Quicken Privacy Leak Adds to DoubleClick’s Woes

According to published reports, controversial Internet advertising firm DoubleClick, Inc. has been receiving leaked personal financial information from Intuit Corp.’s Quicken Web site.

Intuit claims to have resolved the problem temporarily by pulling the DoubleClick advertisement from the Web page in question. DoubleClick has said that it was unaware of the leaks and did not use the information it received.

More of the Same for DoubleClick

This latest revelation about privacy leaks comes just weeks after DoubleClick became the subject of investigations by the U.S. Federal Trade Commission (FTC) and the New York State Attorney General’s office.

DoubleClick is also being threatened with legal action by the state of Michigan’s Attorney General’s office and has become the subject of six lawsuits that are seeking class action status.

Mortgage, Credit Info Leaked

The leak is being attributed to a design flaw that allows information from computer forms to be attached to Web page location codes that are used by third parties. In Intuit’s case, both a mortgage-calculator and credit-assessment feature have been collecting information about consumers’ income, assets and debt.

Wednesday, DoubleClick CEO Kevin O’Connor reportedly said that DoubleClick will “look at all the sites to find out if this quirk is happening.” He added that, “when and if we discover this, we will immediately tell our clients.”

The “data spillage” was discovered by Internet security consultant Richard M. Smith, who says that the problem seems to be widespread and is not limited to just personal finance sites. For example, he said that e-tailer Buy.com also appears to be sending the results of video title searches to DoubleClick.

Smith added that other sites, such as RealNetworks and Alta Vista, have experienced similar problems in the past — but have already addressed them.

Intuit Unaware

Wednesday, when the Mountain View, California-based Intuit was contacted about the DoubleClick issue, the company first said that it was unaware of the problem.

However, after company officials analyzed the electronic traffic, Intuit Vice President Brooks Fisher confirmed the situation and disclosed that the company had decided to remove the DoubleClick ad from its Quicken loans site.

AltaVista Clarifies Privacy Policy

In an unrelated action, Internet portal AltaVista — which is DoubleClick’s leading customer — clarified its privacy policies and its relationship with DoubleClick.

AltaVista stated clearly that it will not allow personally-identifiable information about its users to be released to anyone without users opting-in to such activity. By contrast, however, the company said that it will continue to allow anonymous information to be shared and used by outside parties.

AltaVista also expressly said that it will continue to allow DoubleClick to place cookies on its users’ computers so that their actions can be tracked anonymously across multiple Web sites.
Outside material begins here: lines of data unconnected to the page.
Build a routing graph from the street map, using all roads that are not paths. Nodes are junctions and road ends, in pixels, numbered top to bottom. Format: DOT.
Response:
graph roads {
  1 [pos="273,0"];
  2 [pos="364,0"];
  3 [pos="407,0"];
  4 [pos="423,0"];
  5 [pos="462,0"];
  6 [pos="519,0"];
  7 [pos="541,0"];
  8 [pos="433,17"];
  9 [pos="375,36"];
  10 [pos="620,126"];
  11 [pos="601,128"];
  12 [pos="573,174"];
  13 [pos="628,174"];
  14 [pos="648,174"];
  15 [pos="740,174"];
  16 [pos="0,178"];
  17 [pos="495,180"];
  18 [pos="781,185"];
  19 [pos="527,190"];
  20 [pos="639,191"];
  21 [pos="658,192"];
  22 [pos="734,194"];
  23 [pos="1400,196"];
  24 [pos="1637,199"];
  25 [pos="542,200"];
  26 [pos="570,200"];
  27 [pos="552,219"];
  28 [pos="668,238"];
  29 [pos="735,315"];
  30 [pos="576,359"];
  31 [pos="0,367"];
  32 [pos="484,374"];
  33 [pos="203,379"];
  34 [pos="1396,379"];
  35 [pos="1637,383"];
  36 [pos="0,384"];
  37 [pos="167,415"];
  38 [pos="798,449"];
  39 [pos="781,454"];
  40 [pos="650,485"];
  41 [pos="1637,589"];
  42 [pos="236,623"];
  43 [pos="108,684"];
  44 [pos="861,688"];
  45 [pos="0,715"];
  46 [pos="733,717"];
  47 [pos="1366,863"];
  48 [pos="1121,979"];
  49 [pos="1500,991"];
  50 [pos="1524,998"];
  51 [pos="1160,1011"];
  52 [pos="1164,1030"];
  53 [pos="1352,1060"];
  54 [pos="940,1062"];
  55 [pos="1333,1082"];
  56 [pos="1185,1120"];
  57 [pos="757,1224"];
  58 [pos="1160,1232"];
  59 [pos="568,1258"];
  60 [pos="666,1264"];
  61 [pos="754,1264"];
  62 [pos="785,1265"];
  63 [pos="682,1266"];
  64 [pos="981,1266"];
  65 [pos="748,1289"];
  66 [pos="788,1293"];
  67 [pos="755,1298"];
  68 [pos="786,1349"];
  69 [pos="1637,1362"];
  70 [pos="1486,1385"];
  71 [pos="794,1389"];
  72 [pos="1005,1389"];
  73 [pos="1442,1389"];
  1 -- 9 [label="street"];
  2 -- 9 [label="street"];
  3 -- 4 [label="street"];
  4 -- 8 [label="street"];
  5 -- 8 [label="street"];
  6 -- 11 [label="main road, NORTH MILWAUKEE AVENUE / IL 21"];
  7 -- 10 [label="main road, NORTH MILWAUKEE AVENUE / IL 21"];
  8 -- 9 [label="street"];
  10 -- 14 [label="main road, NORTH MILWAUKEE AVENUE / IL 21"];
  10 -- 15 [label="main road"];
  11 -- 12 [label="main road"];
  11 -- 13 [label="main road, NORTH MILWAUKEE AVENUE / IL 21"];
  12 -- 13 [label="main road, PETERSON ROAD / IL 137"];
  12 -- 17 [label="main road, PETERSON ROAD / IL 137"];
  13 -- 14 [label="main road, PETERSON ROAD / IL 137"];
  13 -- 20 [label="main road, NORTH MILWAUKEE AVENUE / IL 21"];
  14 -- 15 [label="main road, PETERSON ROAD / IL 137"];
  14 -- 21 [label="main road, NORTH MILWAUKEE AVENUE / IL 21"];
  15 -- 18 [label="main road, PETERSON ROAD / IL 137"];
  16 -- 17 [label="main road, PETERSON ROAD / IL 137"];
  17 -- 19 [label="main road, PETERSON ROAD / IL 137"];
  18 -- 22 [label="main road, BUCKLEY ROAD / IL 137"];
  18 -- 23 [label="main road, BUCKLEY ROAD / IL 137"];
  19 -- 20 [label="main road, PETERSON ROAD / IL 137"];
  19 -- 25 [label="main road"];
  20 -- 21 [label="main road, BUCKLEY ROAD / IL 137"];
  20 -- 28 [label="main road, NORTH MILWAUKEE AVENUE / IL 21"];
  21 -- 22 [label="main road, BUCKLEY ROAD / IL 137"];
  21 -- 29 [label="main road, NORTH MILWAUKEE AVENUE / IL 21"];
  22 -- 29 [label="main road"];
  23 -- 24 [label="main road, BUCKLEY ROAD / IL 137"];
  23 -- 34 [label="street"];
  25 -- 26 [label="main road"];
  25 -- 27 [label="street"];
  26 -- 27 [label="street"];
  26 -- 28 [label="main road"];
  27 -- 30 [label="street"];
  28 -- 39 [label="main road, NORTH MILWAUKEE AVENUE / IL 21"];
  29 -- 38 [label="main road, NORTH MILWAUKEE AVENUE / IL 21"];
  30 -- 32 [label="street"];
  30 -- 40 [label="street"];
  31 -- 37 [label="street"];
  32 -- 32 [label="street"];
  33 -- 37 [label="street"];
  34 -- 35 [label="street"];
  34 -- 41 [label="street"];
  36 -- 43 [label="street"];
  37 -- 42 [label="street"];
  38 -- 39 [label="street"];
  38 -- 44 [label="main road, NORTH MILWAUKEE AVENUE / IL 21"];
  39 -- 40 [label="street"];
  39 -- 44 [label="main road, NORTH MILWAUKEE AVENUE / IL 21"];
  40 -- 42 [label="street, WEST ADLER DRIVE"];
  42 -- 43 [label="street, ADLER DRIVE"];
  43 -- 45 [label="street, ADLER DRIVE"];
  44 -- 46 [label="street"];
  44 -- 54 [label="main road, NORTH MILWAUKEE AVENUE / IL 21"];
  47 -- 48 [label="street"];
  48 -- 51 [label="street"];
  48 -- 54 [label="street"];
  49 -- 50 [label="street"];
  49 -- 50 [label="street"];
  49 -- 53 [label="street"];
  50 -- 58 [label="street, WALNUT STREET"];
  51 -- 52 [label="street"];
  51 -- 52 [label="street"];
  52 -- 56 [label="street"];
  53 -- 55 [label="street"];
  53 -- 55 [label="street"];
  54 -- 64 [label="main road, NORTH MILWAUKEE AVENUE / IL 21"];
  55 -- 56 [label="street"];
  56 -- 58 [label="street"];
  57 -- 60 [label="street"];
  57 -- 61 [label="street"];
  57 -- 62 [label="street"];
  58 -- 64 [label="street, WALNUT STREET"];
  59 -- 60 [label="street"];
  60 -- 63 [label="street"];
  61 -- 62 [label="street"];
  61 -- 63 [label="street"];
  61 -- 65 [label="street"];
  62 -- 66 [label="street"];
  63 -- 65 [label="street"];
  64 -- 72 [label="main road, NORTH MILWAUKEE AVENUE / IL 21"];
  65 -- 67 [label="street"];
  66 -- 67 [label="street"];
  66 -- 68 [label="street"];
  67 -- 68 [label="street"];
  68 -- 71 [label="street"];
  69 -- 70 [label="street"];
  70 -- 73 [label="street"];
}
It then stated that users will be able to opt out of such tracking.

Center of Privacy Issue

While there is widespread agreement that using personal information without permission is troublesome, there is a growing debate about whether so-called pseudonymous tracking is acceptable without the user first opting in to being tracked.

The state of Michigan asserts that DoubleClick cannot do such anonymous tracking because the company is not known to the user. In its “Notice of Intended Action,” Michigan informed DoubleClick that “Among those Michigan consumers who expect cookies to be placed by the site they have chosen to visit, many do not know that surveillance cookies are being placed by DoubleClick, a third party with whom users are not acquainted and have not chosen to establish an online relationship.”

Will Michigan Stand Firm?

The Michigan case could have substantial ramifications on how DoubleClick is allowed to operate in Michigan and, potentially, in other states. It is not clear, however, how the matter will be resolved.

In an interview with the E-Commerce Times, Tracy Sonneborn, an assistant attorney general in the consumer protection division, said that Michigan has scheduled a meeting with DoubleClick in the next couple of weeks to discuss its threatened action.

Sonneborn said that while Michigan is very concerned about the use of pseudonymous tracking, the state has not drawn a hard line in the sand against such usage and remains willing to discuss potential resolutions.

He added that Michigan is not against the use of cookies in an appropriate manner, such as when a consumer is on a known shopping site where using a cookie would be expected to customize the shopping experience.